WHAT IS IT?
In association with Smithsonian Education, Microsoft's Partners in Learning and Taking It Global, the Shout Initiative uses technology as way to link teachers and schools around key environmental issues of our time. In the process, they aim to mobilize students to take an engaging role in current environmental causes.
Participating classrooms have the opportunity to interact directly with scientists in the field, and in some cases actually participate in data analysis. They can connect with other classrooms, tackling envrionmental challenges together. Shout offers resources and tools for classrooms and seeks to foster the 21st-century skills of collaboration, innovation, and critical thinking.
It has been proven that connecting students through technology and empowering them to build activities in their own way is a transformative learning experience, resulting in more globally-aware and engaged students; ASAC recognizes the Shout Initiative as one great way to accomplish this goal.
Allowing students to interact with Smithsonian scientists is a great way to pique their interest in science, and these 1-hour sessions are archived so any classrooms can watch them after their initial broadcast. Take a look at some of the archived programs and teacher previews here to get an idea of what they look like.
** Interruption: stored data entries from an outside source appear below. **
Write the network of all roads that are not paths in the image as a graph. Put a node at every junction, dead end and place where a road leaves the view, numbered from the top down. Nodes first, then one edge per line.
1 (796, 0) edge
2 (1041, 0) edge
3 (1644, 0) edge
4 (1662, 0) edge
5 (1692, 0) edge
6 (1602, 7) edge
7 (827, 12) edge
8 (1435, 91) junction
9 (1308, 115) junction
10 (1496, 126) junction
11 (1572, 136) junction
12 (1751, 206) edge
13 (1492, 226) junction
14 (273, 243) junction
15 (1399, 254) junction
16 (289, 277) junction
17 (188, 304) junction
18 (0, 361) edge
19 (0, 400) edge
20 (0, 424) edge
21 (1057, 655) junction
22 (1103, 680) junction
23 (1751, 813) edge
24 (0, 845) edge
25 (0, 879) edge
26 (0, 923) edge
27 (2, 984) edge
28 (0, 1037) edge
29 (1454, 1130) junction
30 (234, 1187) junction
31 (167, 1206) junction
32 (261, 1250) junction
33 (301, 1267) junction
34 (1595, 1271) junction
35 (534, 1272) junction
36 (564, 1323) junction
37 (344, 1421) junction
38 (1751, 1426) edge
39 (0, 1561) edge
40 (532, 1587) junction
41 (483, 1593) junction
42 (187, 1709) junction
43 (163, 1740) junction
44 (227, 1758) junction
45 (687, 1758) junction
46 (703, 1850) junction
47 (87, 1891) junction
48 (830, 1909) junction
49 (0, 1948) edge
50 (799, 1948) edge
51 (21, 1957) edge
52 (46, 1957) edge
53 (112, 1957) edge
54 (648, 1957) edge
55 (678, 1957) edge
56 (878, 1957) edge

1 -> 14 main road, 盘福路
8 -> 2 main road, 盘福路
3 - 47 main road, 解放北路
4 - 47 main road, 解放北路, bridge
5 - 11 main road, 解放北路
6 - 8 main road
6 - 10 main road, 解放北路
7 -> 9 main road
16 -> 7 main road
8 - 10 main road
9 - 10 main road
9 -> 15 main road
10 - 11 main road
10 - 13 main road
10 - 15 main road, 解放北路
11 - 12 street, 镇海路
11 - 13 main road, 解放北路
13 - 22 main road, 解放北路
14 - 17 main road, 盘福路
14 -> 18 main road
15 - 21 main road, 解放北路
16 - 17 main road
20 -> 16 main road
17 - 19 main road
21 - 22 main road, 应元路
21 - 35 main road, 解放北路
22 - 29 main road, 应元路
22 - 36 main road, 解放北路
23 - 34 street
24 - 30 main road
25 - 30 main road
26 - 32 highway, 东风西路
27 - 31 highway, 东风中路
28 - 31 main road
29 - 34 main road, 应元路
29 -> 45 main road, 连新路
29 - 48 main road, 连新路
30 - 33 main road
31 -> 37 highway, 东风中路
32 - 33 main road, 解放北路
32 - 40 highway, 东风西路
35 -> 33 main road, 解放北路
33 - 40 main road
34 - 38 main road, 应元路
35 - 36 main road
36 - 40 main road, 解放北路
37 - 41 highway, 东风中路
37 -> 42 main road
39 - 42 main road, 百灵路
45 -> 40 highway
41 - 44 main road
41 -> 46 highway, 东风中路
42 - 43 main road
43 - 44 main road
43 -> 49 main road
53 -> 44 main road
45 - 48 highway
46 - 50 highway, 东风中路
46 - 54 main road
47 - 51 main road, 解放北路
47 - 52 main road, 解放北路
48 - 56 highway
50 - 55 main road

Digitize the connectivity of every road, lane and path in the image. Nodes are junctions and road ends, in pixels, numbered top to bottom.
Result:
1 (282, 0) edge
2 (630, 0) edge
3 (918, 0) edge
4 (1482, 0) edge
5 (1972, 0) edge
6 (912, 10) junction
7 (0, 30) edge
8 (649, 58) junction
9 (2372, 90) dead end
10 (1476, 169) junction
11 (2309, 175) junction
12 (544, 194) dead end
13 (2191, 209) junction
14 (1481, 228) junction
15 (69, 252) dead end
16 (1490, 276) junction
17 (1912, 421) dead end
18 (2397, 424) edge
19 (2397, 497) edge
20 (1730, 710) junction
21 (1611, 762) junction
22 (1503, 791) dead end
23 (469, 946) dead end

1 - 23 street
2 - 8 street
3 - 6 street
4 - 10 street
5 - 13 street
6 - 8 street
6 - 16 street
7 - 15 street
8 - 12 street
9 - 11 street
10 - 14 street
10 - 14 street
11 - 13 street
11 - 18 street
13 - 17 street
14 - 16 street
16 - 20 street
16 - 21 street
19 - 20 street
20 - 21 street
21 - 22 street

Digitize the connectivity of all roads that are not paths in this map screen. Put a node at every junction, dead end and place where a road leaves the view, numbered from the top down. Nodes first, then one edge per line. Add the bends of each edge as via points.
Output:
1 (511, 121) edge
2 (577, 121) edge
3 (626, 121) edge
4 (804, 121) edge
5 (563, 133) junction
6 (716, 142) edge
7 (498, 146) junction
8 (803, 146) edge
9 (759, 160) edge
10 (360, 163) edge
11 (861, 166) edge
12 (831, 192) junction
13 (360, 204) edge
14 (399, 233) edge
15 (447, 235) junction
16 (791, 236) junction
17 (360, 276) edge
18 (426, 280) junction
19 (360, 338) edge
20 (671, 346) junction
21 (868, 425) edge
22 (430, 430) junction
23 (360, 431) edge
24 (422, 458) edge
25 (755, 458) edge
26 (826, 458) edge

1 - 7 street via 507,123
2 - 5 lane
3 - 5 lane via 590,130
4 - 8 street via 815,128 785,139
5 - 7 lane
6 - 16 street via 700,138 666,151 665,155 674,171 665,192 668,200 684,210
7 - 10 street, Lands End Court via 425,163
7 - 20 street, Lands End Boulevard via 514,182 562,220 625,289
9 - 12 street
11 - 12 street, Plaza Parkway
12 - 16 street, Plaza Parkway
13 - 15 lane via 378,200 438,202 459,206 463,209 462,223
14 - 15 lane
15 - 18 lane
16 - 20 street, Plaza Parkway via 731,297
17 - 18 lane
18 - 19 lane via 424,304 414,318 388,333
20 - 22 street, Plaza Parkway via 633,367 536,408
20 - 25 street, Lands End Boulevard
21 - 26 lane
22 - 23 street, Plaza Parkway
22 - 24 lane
From a science or global issues point of view, this digital interaction brings students from their isolated classroom into a more global space where they can interact with other classes around mutually-important issues. Participating classes have called the initiative an "idea maker" that boosts critical thinking and empowers their students to engage in global issues in a hands-on manner. This 5-minute video provides some great background information about the initiative.
HOW DOES IT WORK?
For teachers or classes interested in participating in Shout, ASAC recommends watching this one-hour Teacher Preview Session, as it explains the classroom resources available, including the National Museum of Natural History’s Ocean Portal as well as curriculum connections to topics covered within the conference sessions.
Each initiative is based on a different focus, such as Land, Air and Water. Each "focus" connects students and teachers to a live event (with Smithsonian scientists) and also fosters teacher networking, as well as student collaborations focused around these themes. They also present students with "challenges" designed to deepen their learning and engagement with the issue at hand.
For participating classrooms, the Shout program (as they explain on their website) offers:
• Online events hosted by the Smithsonian Institution that feature some of the world’s leading scientists and environmental experts as well as representatives of other fields who bring diverse perspectives to the issues at hand. Sessions can be watched live in real time or in archived format in order to accommodate all time zones.
• Access to Microsoft’s Partners in Learning Network, a global community of educators who value innovative uses of information and communication technology, in order to share environmental education resources, experiences, and best practices with teachers around the world.
• Engagement of students in TakingITGlobal's online community, which provides resources, action tools, as well as the complimentary use of content-rich virtual classrooms and collaboration spaces designed to deepen environmental understanding and stewardship, enhance the development of 21st century skills, and facilitate continued communication with Smithsonian experts.
• A web portal that ties these elements together and provides access to additional tools and resources to support a range of “student challenges” – calls for deeper involvement that can range from capturing and sharing scientific data to developing youth-led initiatives for positive change.